The unfortunate theft of my ipod and GPS last month has become a good thing. At the time, discovering that some mofo had went into my truck and riffled through my console in order to get my GPS, its cord, and my ipod made me feel vulnerable. I was definitely in a new place. Replacing those items – though costly – has introduced me to several discussions about writing that are helping me expand my vision of what I can do in this new position at my new university.
I splurged on the replacement ipod, purchasing a slightly used one that holds my entire itunes library. The additional space allows me to create all types of playlists and download numerous podcasts. My workouts are better for it. While huffing off the calories, I now listen to Brene Brown, NPR’s “Fresh Air” and a British NeoSoul podcast.
My outlook is also better for it.
The inspiration I felt when I heard Junot Diaz make the statement that appears as the first epigraph reminds me of the way writing used to be for me.. I wrote short essays because I was so excited about the way I was learning to understand my spirituality that I wanted to share it. Ideally, I thought I was leaving some kind of memory to my students and family. Marketing the book or becoming some kind of spiritual guru was never a goal for me. I just wanted to share my story in written form. If I had the courage, I could have easily shared those same stories in a different form.. That’s another discussion though.
The memoir form for me is a place a discovery. I’ll never forget the impact of the essay I wrote for my Creative Nonfiction class when I was getting my M.A. I had been reading about cognitive functions in composition at the time and the term “Cognitive Dissonance” resonated with me because it described that process of seeing things happen with your eyes, but not processing those events for what they were.
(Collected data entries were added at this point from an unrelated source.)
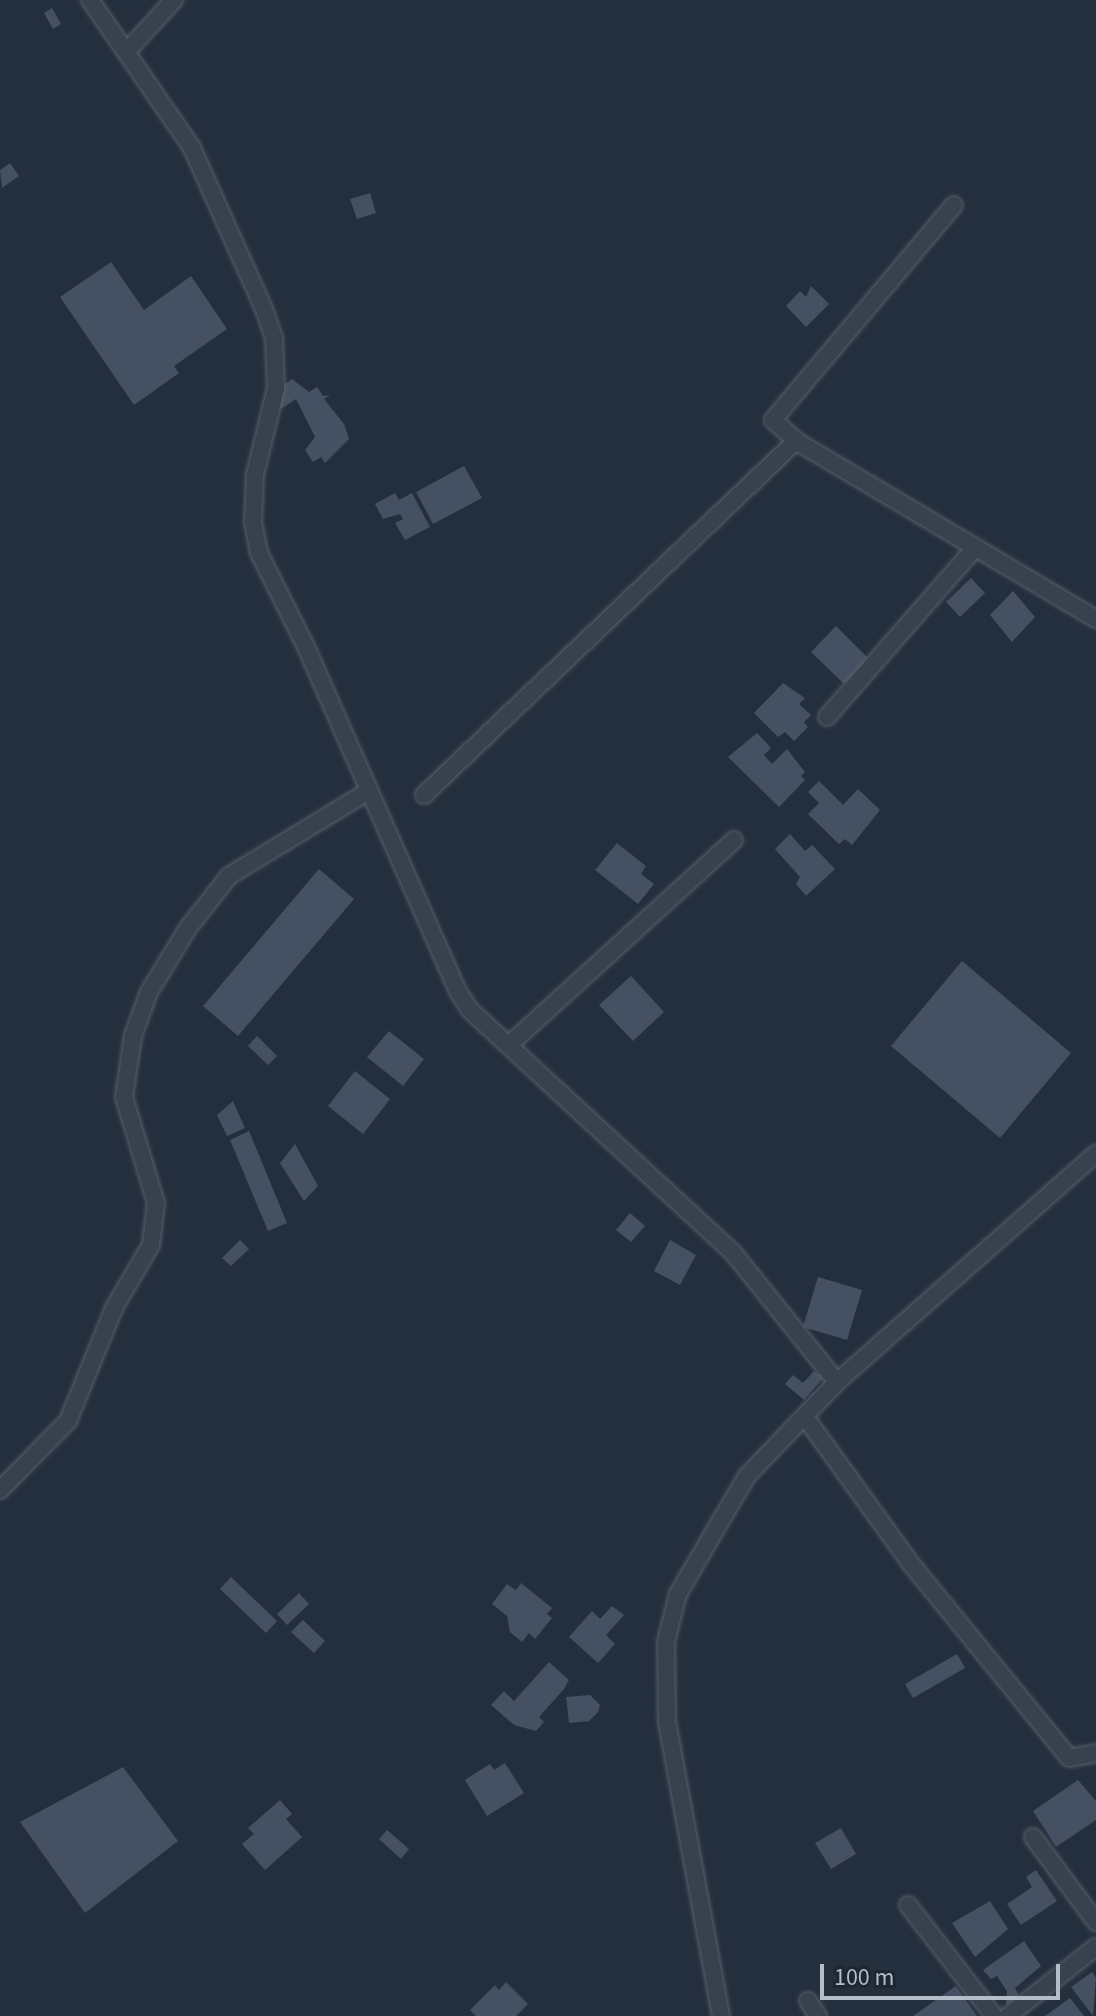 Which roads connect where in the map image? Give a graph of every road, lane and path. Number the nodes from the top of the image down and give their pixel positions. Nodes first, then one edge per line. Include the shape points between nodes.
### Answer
1 (90, 0) edge
2 (174, 0) edge
3 (126, 52) junction
4 (954, 205) dead end
5 (796, 441) junction
6 (975, 548) junction
7 (1096, 619) edge
8 (827, 717) dead end
9 (367, 792) junction
10 (424, 795) dead end
11 (734, 840) dead end
12 (510, 1044) junction
13 (1096, 1154) edge
14 (837, 1382) junction
15 (805, 1417) junction
16 (0, 1490) edge
17 (1096, 1753) edge
18 (1033, 1837) dead end
19 (908, 1905) dead end
20 (1096, 1922) edge
21 (1096, 1947) edge
22 (808, 2001) dead end
23 (721, 2016) edge
24 (818, 2016) edge
25 (994, 2016) edge
26 (1008, 2016) edge

1 - 3 street
2 - 3 street
3 - 9 street via 205,174 274,338 276,388 255,475 253,522 259,553 306,647
4 - 5 street via 774,416 775,424
5 - 6 street
5 - 10 street
6 - 7 street
6 - 8 street
9 - 12 street via 457,990 470,1010
9 - 16 street via 229,876 188,928 149,992 133,1036 124,1097 156,1203 151,1245 114,1308 68,1421
11 - 12 street
12 - 14 street via 734,1254
13 - 14 street
14 - 15 street
15 - 17 street via 911,1564 1069,1758
15 - 23 street via 747,1476 723,1511 678,1594 666,1642 667,1721
18 - 20 street
19 - 25 street
21 - 26 street
22 - 24 street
I used that term as the title for an essay I wrote about watching the effects of my aunt’s battle with MS but not really seeing that she was dying. I struggled with that piece and went to my workshop proud of my ability to articulate that event. When my classmates told me how palpable my pain was and my instructor left the classroom crying because my writing made me think of the sister she had just lost, I came to see the power in telling my own story. I didn’t relish in making my readers cry or laying bear the pain of my loss. For me, that class taught me that writing enabled me to make sense of and name the things in my life. It taught me that what I’d gone through could produce greater understanding. I never felt more like a writer than I did then. After that class, I pushed myself to take the few essays I had started writing on the insights I was gaining and turn it into a collection. I simply wanted people to see what I had come to see, to learn or unlearn without feeling like I was selling something. I have yet to feel like my writing holds the same purpose.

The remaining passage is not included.